= Microantibody =

A microantibody is an artificial short chain of amino acids copied from a fully functional natural antibody. Microantibodies can stop viruses such as HIV from infecting cells in vitro.

Antibodies are produced naturally by the body and play a key role in fighting infections caused by bacteria and viruses. They can also be used to treat infections by use of injections with blood plasma that contain large amounts of them. The use of whole, natural antibodies as medicines presents many problems: they can only be produced by live cells and this process is difficult to control on an industrial scale, they are large molecules and following administration by injection, they do not diffuse easily from the blood to the tissues and other sites of infections where they are needed.
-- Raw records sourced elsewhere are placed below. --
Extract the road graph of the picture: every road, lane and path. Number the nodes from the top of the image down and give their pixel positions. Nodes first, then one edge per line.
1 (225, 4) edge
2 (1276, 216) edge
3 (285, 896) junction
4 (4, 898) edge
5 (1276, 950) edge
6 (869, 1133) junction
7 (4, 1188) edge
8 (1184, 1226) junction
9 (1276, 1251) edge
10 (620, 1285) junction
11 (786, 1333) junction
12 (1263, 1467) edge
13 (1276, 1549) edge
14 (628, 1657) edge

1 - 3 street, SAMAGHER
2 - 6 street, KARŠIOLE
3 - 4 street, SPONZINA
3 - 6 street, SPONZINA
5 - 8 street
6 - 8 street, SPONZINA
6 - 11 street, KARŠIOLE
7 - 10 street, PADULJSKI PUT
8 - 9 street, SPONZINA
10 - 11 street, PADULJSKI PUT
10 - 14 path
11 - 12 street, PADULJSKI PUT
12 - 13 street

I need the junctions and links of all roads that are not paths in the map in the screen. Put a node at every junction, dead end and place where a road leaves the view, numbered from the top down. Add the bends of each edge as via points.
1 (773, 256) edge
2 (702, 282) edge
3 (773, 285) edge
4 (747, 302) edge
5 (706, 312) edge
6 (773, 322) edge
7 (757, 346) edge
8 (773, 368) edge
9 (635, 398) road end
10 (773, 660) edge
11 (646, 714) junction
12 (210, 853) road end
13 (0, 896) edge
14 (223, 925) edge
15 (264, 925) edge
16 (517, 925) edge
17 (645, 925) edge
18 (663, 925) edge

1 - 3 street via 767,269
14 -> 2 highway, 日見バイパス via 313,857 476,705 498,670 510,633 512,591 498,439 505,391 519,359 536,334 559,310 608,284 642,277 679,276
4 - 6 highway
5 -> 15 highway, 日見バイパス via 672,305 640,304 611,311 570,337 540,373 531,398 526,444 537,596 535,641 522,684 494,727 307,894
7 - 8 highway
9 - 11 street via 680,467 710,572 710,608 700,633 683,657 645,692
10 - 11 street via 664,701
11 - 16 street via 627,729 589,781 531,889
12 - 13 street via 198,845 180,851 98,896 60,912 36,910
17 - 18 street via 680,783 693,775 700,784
The use of microantibodies potentially solves these problems. They can be chemically synthesized and their small size allows them to leave the blood circulation quickly and reach the sites of infections in the tissues. They are also poorly immunogenic and do not stimulate an immune response in the host. Production problems remain, but microantibodies have the potential to become an important weapon in the arsenal used to treat infections and other diseases.

==Background==
Vaccines are used to prevent infections by stimulating the body's own immunity, which includes the production of antibodies that destroy infectious agents such as bacteria and viruses. Some infections can be prevented or treated by antibodies derived from others sources such as blood donations or monoclonal antibodies made in laboratories. This is called passive immunotherapy. However, these treatments have inherent problems; passive antibody exposes the body to foreign protein and although monoclonal antibodies can be humanized they can still invoke an immune response. However, only relatively small regions on antibody molecules are involved in the recognition and inactivation of pathogens. Microantibodies are smaller, synthetic molecules that mimic these regions but do not have the larger regions on antibodies that induce an immune response.

==Prototype==
A microantibody has been made from a monoclonal antibody produced in mouse cells. This antibody inactivates HIV in vitro.